◆ **Work request**: Output the data below exactly, without images.

◆ **Given records**:
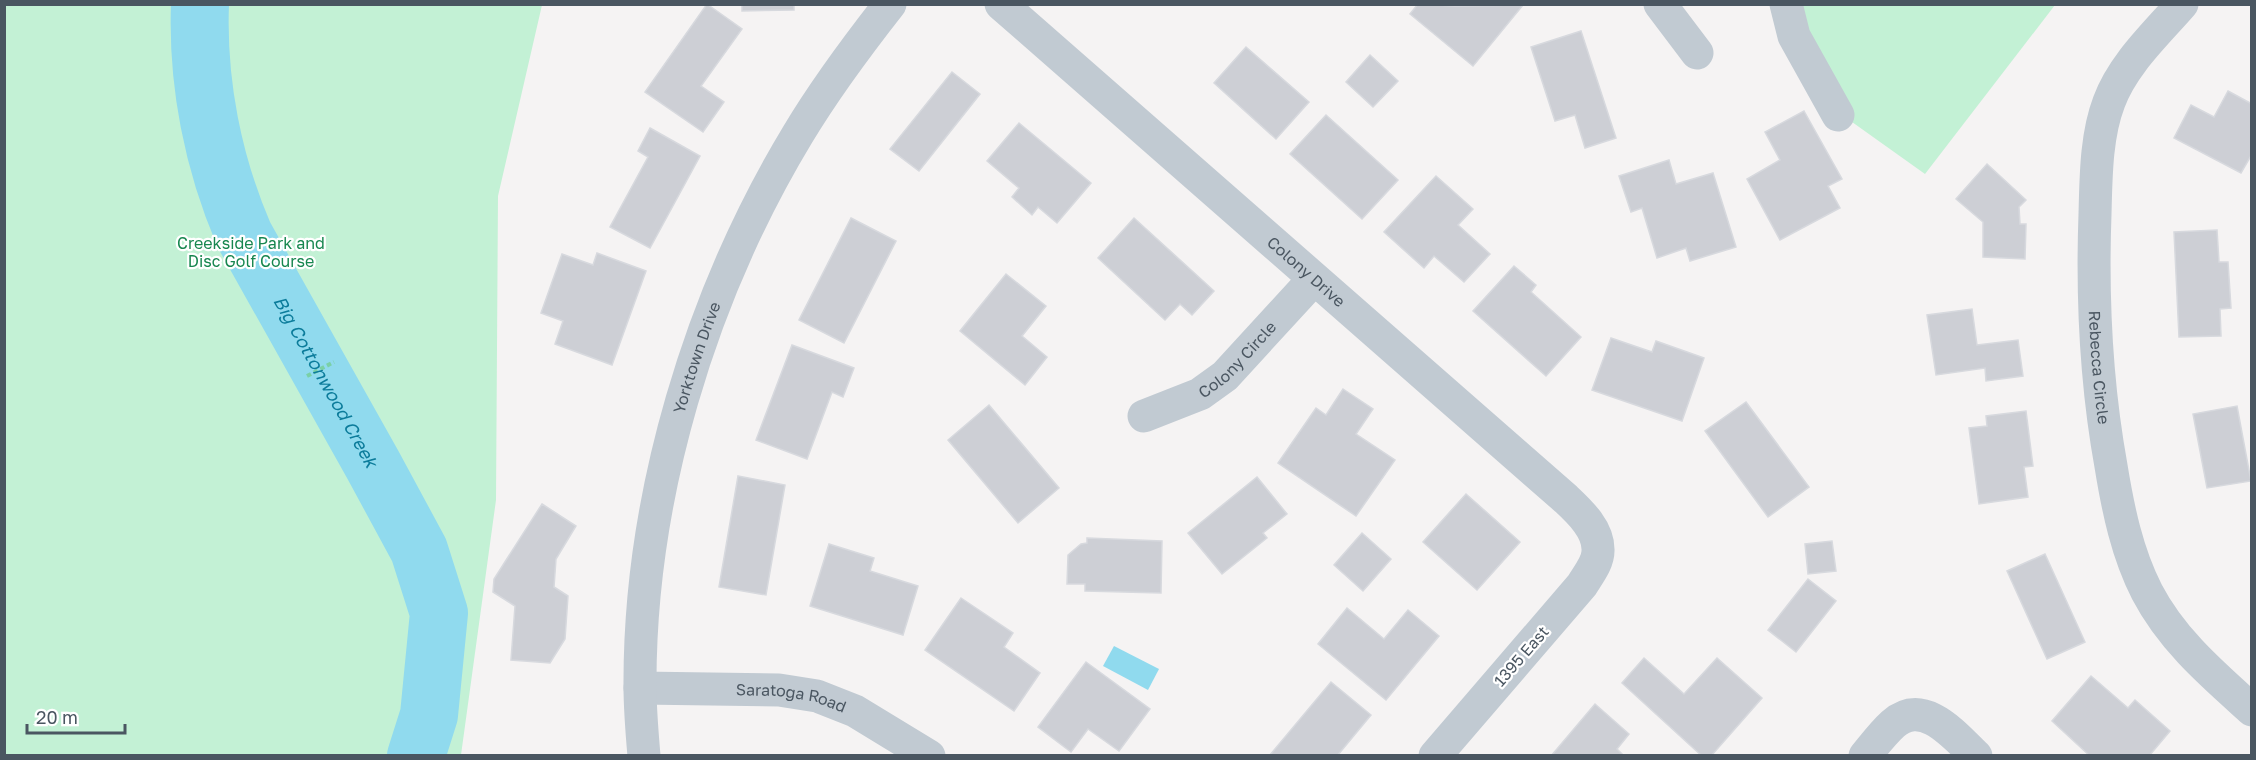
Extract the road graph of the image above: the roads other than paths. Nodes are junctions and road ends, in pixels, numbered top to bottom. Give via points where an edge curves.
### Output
1 (890, 4) edge
2 (1001, 4) edge
3 (1660, 4) edge
4 (1786, 4) edge
5 (2182, 4) edge
6 (1697, 53) dead end
7 (1838, 115) dead end
8 (1314, 279) junction
9 (1144, 416) dead end
10 (1598, 551) joint
11 (640, 688) junction
12 (2252, 710) edge
13 (644, 756) edge
14 (929, 756) edge
15 (1435, 756) edge
16 (1865, 756) edge
17 (1976, 756) edge

1 - 11 street, Yorktown Drive via 798,134 736,250 711,314 688,379 656,513
2 - 8 street, Colony Drive
3 - 6 street
4 - 7 street via 1794,36
5 - 12 street, Rebecca Circle via 2125,71 2104,117 2094,248 2098,380 2118,506 2146,590 2187,649
8 - 9 street, Colony Circle via 1225,376 1200,394
8 - 10 street, Colony Drive via 1578,510 1595,536
10 - 15 street, 1395 East via 1582,585
11 - 13 street, Yorktown Drive
11 - 14 street, Saratoga Road via 779,690 817,696 872,720
16 - 17 street via 1892,724 1919,714 1935,719

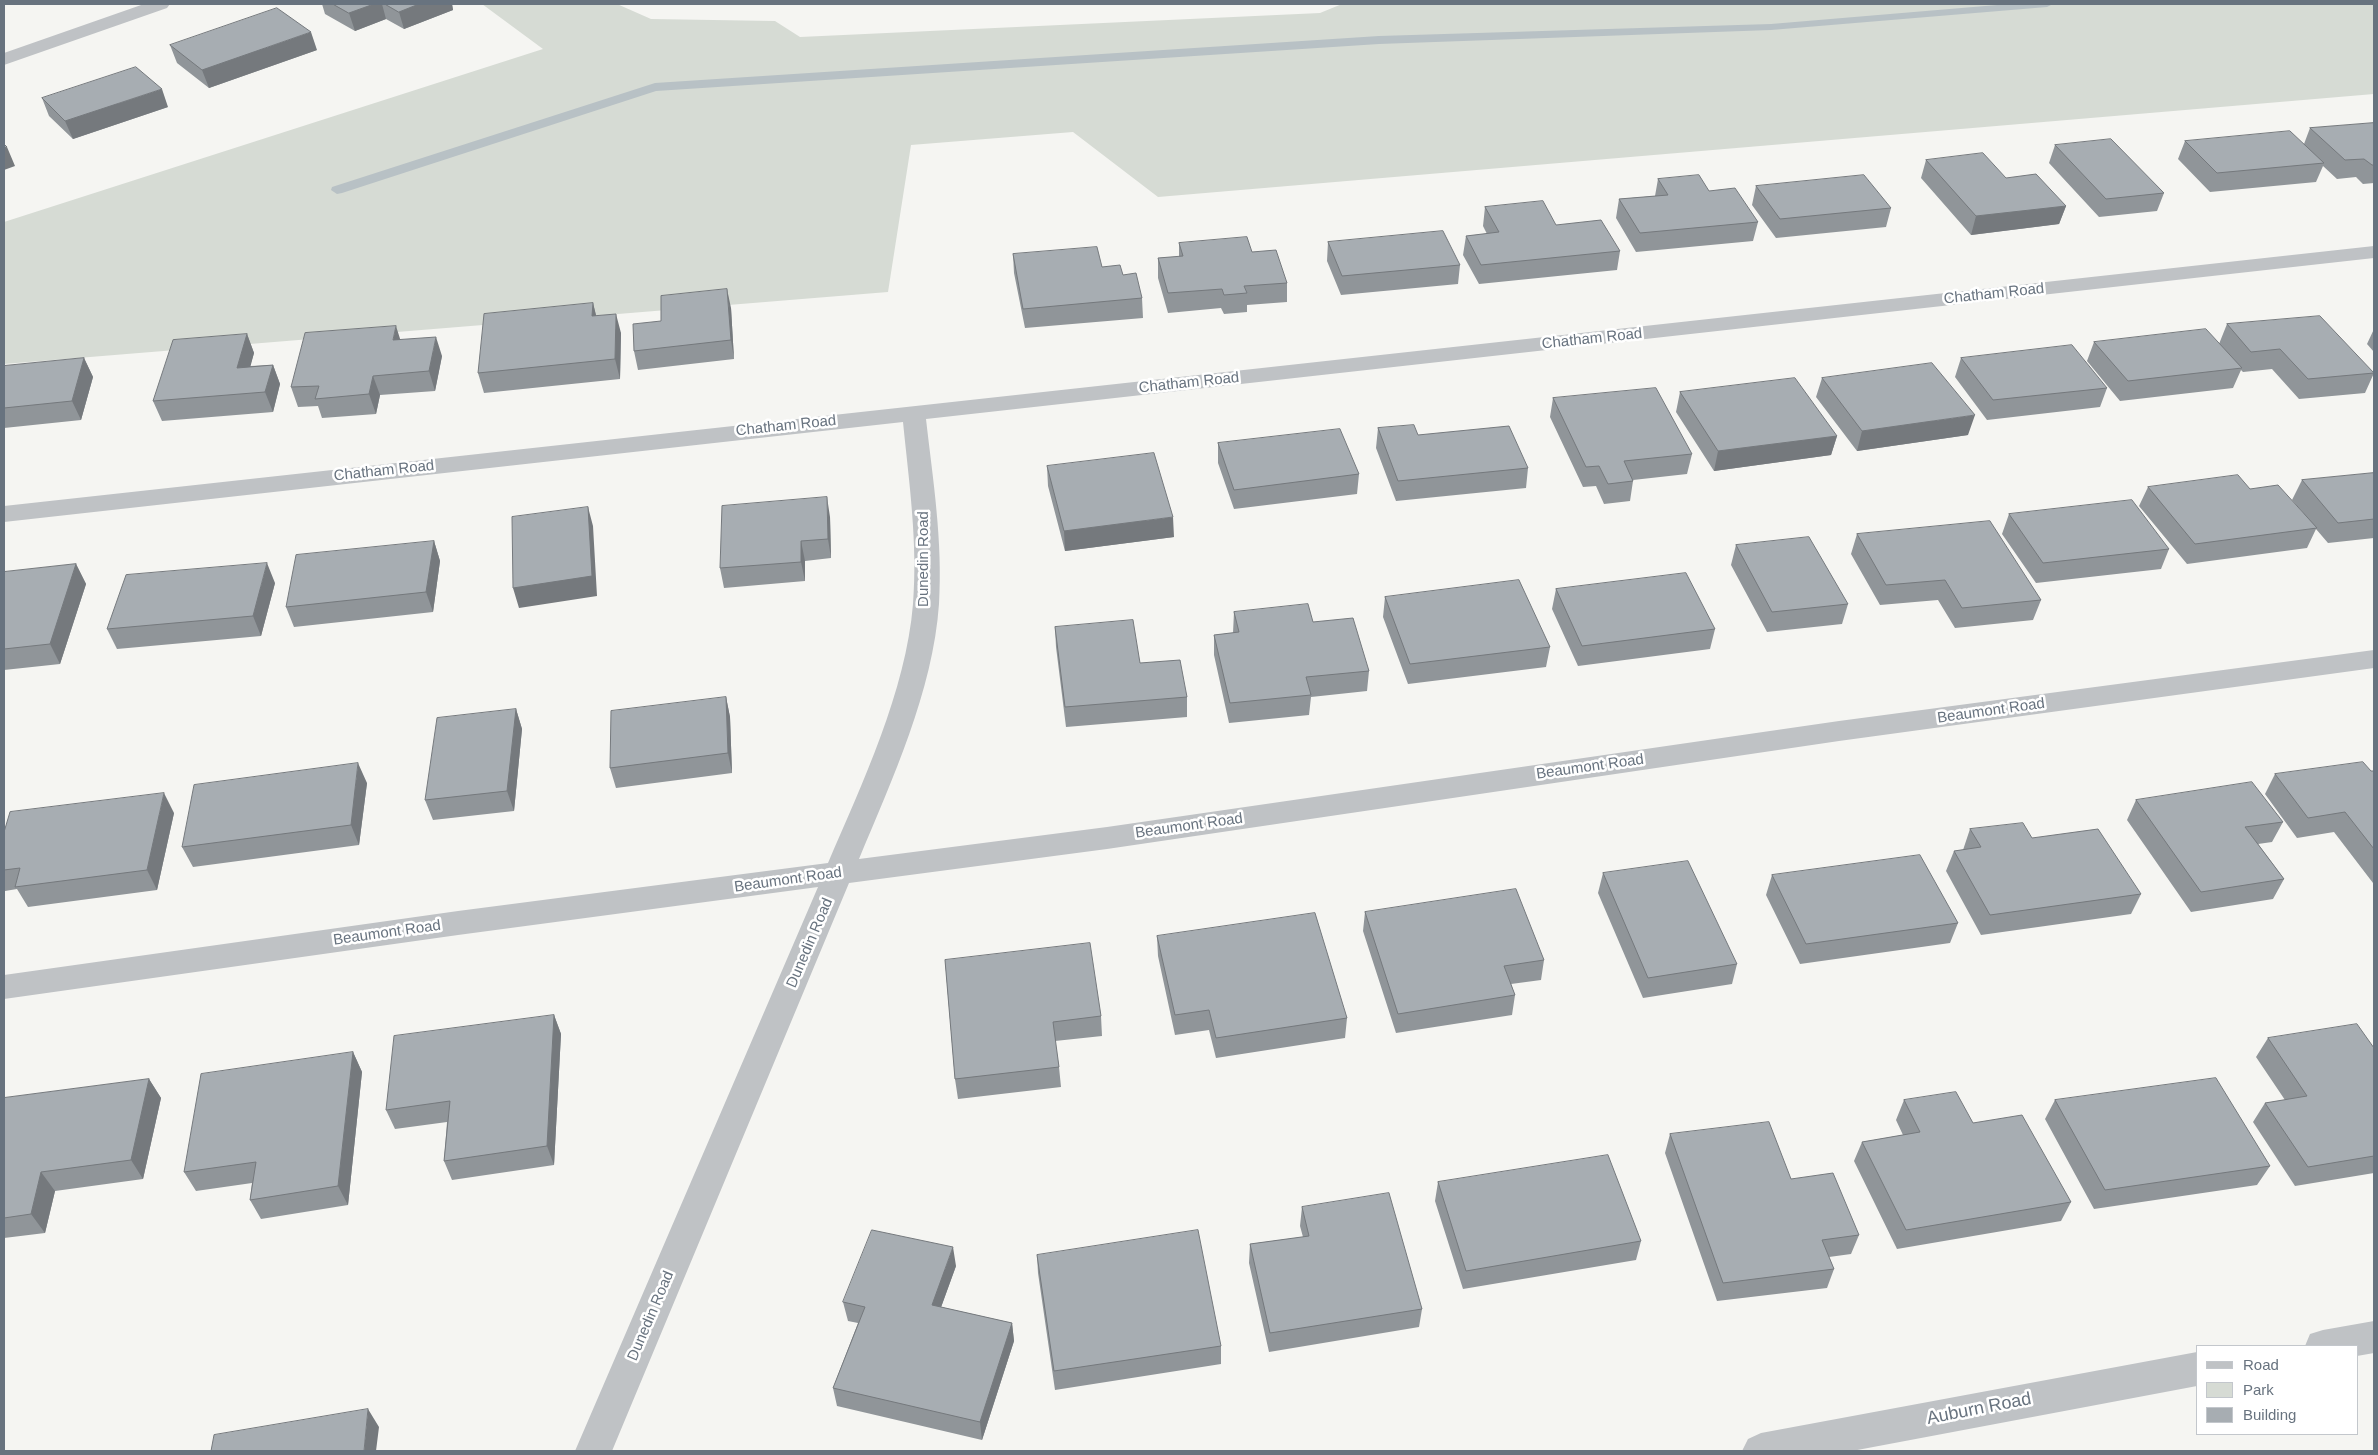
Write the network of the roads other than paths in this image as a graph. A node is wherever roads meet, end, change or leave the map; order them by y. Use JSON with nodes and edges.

◆ **Final answer**:
Extract the road graph of the image above: the roads other than paths. Nodes are junctions and road ends, in pixels, numbered top to bottom. Give via points where an edge curves.
### Output
1 (890, 4) edge
2 (1001, 4) edge
3 (1660, 4) edge
4 (1786, 4) edge
5 (2182, 4) edge
6 (1697, 53) dead end
7 (1838, 115) dead end
8 (1314, 279) junction
9 (1144, 416) dead end
10 (1598, 551) joint
11 (640, 688) junction
12 (2252, 710) edge
13 (644, 756) edge
14 (929, 756) edge
15 (1435, 756) edge
16 (1865, 756) edge
17 (1976, 756) edge

1 - 11 street, Yorktown Drive via 798,134 736,250 711,314 688,379 656,513
2 - 8 street, Colony Drive
3 - 6 street
4 - 7 street via 1794,36
5 - 12 street, Rebecca Circle via 2125,71 2104,117 2094,248 2098,380 2118,506 2146,590 2187,649
8 - 9 street, Colony Circle via 1225,376 1200,394
8 - 10 street, Colony Drive via 1578,510 1595,536
10 - 15 street, 1395 East via 1582,585
11 - 13 street, Yorktown Drive
11 - 14 street, Saratoga Road via 779,690 817,696 872,720
16 - 17 street via 1892,724 1919,714 1935,719

Write the network of the roads other than paths in this image as a graph. A node is wherever roads meet, end, change or leave the map; order them by y. Use JSON with nodes and edges.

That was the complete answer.